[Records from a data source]
######

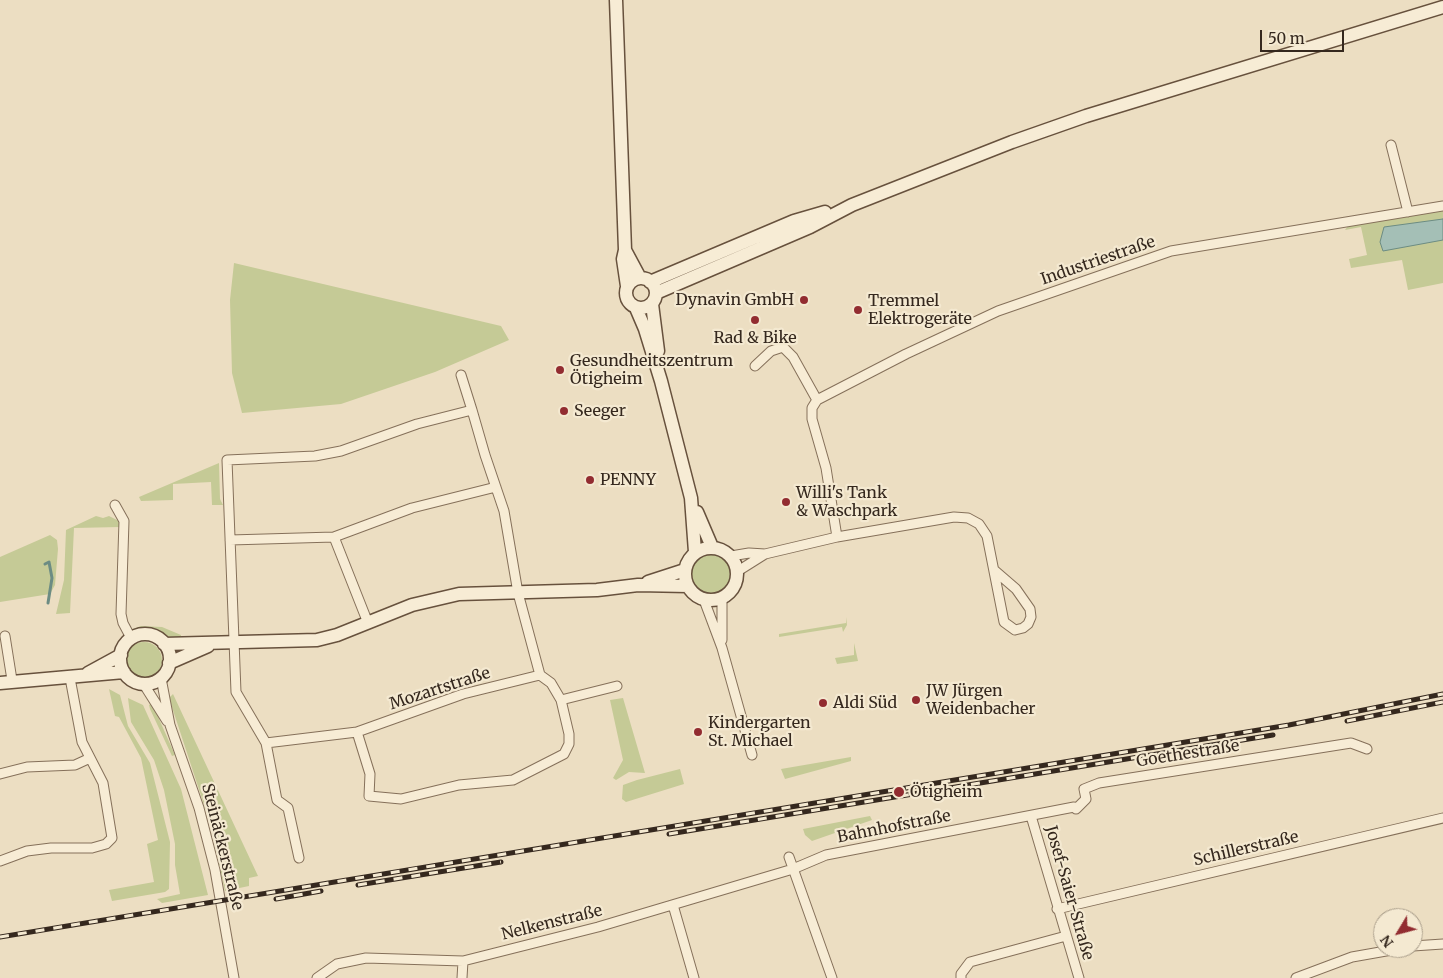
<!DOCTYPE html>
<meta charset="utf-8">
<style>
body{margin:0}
#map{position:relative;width:1443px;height:978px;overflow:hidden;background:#ecdec2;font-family:Merriweather,serif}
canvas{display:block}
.north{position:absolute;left:1373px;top:908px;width:50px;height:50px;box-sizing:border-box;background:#f4e9d1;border:1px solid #a89c89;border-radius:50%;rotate:233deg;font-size:14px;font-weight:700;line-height:20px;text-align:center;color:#35281e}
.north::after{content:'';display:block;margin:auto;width:18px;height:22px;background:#922c30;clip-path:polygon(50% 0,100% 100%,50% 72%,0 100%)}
.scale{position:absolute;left:1260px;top:30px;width:84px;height:22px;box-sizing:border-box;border:2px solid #35281e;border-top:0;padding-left:6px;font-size:15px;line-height:18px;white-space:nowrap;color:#35281e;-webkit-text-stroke:4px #f4e9d1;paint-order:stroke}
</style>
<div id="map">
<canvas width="1443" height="978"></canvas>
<div class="north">N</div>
<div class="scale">50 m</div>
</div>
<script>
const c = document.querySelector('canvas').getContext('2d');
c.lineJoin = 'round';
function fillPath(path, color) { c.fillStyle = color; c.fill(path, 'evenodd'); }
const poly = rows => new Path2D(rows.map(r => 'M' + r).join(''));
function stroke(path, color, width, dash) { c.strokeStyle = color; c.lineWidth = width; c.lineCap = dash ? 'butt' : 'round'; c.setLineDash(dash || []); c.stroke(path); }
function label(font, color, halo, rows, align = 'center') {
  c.font = font + ' Merriweather,serif'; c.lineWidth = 4.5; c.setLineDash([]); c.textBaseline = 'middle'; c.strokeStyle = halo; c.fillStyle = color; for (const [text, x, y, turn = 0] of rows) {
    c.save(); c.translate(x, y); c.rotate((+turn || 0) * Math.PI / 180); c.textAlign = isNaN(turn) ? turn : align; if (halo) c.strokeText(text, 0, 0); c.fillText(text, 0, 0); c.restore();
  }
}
const green = poly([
 [1443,211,1443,283,1408,290,1402,260,1351,268,1349,259,1367,255,1361,227,1345,230,1348,226],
 [234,263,501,326,509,340,435,372,341,404,242,413,232,373,230,300],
 [219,463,220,499,223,505,212,505,211,482,173,484,173,500,141,501,139,497],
 [96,516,103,518,109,516,119,521,120,527,74,528,70,613,56,614,64,580,66,530],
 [50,535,57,540,58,549,55,585,50,594,0,602,0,557],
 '691 573a20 20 0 1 1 40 0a20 20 0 1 1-40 0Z',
 [846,617,847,625,843,632,842,627,779,637,779,634,846,623],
 [141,626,162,627,181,635,181,638,166,638,149,629,133,629],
 '126 660a18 18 0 1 1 36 0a18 18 0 1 1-36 0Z',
 [854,643,858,661,837,664,835,658,854,655],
 [109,689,120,695,128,726,150,763,170,842,169,889,165,892,112,901,109,890,154,882,147,844,158,840,141,758,119,717,115,716],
 [173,694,258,876,249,878,249,886,225,891,210,823,169,698],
 [128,698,143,705,181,789,208,895,162,903,157,899,180,894,175,865,175,844,164,790,154,760,131,722],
 [623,698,645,773,629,772,616,780,613,778,623,760,610,700],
 [152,703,175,755,172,756,150,709,149,705],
 [851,757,851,761,785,779,781,769],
 [680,769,684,784,626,802,622,799,623,785,637,780],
 [870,816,872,820,812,841,805,835,803,829]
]);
const water = poly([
 [1443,219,1443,240,1383,251,1380,242,1384,227,1443,219]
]);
const stream = poly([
 [45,564,49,562,52,578,48,603]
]);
const street = poly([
 [1391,145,1408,212],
 [755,366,771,351,783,347,793,357,817,400],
 [461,375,472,410,485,455,504,511,518,593,540,675,463,694,357,732,266,743,236,692,227,460,315,456,341,451,417,424,472,410],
 [115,505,124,521,121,614,123,623,131,638],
 [334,537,368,623],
 [837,537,826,468,812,419,812,408,817,400,906,354,998,311,1171,251,1443,206],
 [230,540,334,537,412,508,496,487],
 [731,556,749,553,765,554,837,537,954,517,968,518,979,524,987,536,1004,622,1015,630,1023,628,1028,624,1031,617,1030,609,1016,589,994,570],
 [738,571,765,554],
 [722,598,722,640],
 [704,600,722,648,752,755],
 [5,636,12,680],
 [161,678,170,725,199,808,215,870,234,978],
 [143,683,167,721],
 [561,700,617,686],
 [357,732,370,774,369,796,401,799,459,785,513,780,564,754,569,744,569,734,561,700,551,683,540,675],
 [266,743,277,800,288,808,299,858],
 [0,774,27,767,75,765,88,759],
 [1031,816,1079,978],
 [789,857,832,978],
 [0,861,27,851,51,848,92,848,106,844,112,838,103,783,82,742,70,678],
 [673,905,694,978],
 [1057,909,1443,818],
 [1413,946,1443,944],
 [317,978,337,964,366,958,463,961,598,927,793,869,826,855,1074,807,1076,809,1086,799,1084,789,1099,783,1351,743,1367,749],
 [462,978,463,961],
 [961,978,961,974,970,962,1066,936],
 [1296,978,1352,957,1403,948]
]);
const secondary = poly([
 [616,0,625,250,623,259,627,286],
 [625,250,640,278],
 '626 293a15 15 0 1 1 30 0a15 15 0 1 1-30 0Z',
 [650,282,794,221,825,212],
 [656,293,810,227,852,205,1012,142,1086,116,1443,7],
 [652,304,658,351],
 [636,308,645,329,661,381,691,498,695,552],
 [697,512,712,547],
 '685 574a26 26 0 1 1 52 0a26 26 0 1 1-52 0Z',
 [648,582,685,570],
 '120 659a25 25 0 1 1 50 0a25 25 0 1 1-50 0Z',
 [164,644,317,640,337,635,412,605,459,594,597,590,638,585,688,586],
 [169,663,208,646],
 [88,673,121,655],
 [0,683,124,672]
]);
const rail = poly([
 [1347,721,1443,702],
 [669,834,1273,735],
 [358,885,501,862],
 [276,899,321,891],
 [0,937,1289,725,1443,694]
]);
const markers = [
 [804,300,5,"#922c30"],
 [858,310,5,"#922c30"],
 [755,320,5,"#922c30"],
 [560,370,5,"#922c30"],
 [564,411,5,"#922c30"],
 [590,480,5,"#922c30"],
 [786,502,5,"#922c30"],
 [916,700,5,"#922c30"],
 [823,703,5,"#922c30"],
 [698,732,5,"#922c30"],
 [899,792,6,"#922c30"]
];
const streetNames = [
 ["Industriestraße",1098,261,-19],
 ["Mozartstraße",440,689,-18],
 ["Goethestraße",1188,754,-9],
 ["Bahnhofstraße",894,827,-11],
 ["Steinäckerstraße",222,847,76],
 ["Schillerstraße",1246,849,-13],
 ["Josef-Saier-Straße",1069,893,74],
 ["Nelkenstraße",552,923,-14]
];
const poiNames = [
 ["Dynavin GmbH",794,300,"right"],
 ["Tremmel",868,301],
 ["Elektrogeräte",868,319],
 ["Rad & Bike",755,338,"center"],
 ["Gesundheitszentrum",570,361],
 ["Ötigheim",570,379],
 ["Seeger",574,411],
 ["PENNY",600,480],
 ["Willi's Tank",796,493],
 ["& Waschpark",796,511],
 ["JW Jürgen",926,691],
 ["Weidenbacher",926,709],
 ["Aldi Süd",833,703],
 ["Kindergarten",708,723],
 ["St. Michael",708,741],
 ["Ötigheim",910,792]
];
fillPath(green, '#c5ca96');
fillPath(water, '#a4bfb6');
stroke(water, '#6c8c83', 1);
stroke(stream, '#6c8c83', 3);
stroke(street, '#85705a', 11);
stroke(secondary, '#67513d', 15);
stroke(street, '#f7ecd5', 9);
stroke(secondary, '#f7ecd5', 12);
stroke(rail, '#35281e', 5);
stroke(rail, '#f4e9d1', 3, [9]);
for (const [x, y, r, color] of markers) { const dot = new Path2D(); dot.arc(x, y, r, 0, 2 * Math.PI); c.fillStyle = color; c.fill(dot); stroke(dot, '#f4e9d1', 2); }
label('16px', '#35281e', '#f4e9d1', streetNames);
label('16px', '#35281e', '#f4e9d1', poiNames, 'left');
</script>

######

For the word "halo", show every line of the entries that holds it.

function label(font, color, halo, rows, align = 'center') {
  c.font = font + ' Merriweather,serif'; c.lineWidth = 4.5; c.setLineDash([]); c.textBaseline = 'middle'; c.strokeStyle = halo; c.fillStyle = color; for (const [text, x, y, turn = 0] of rows) {
    c.save(); c.translate(x, y); c.rotate((+turn || 0) * Math.PI / 180); c.textAlign = isNaN(turn) ? turn : align; if (halo) c.strokeText(text, 0, 0); c.fillText(text, 0, 0); c.restore();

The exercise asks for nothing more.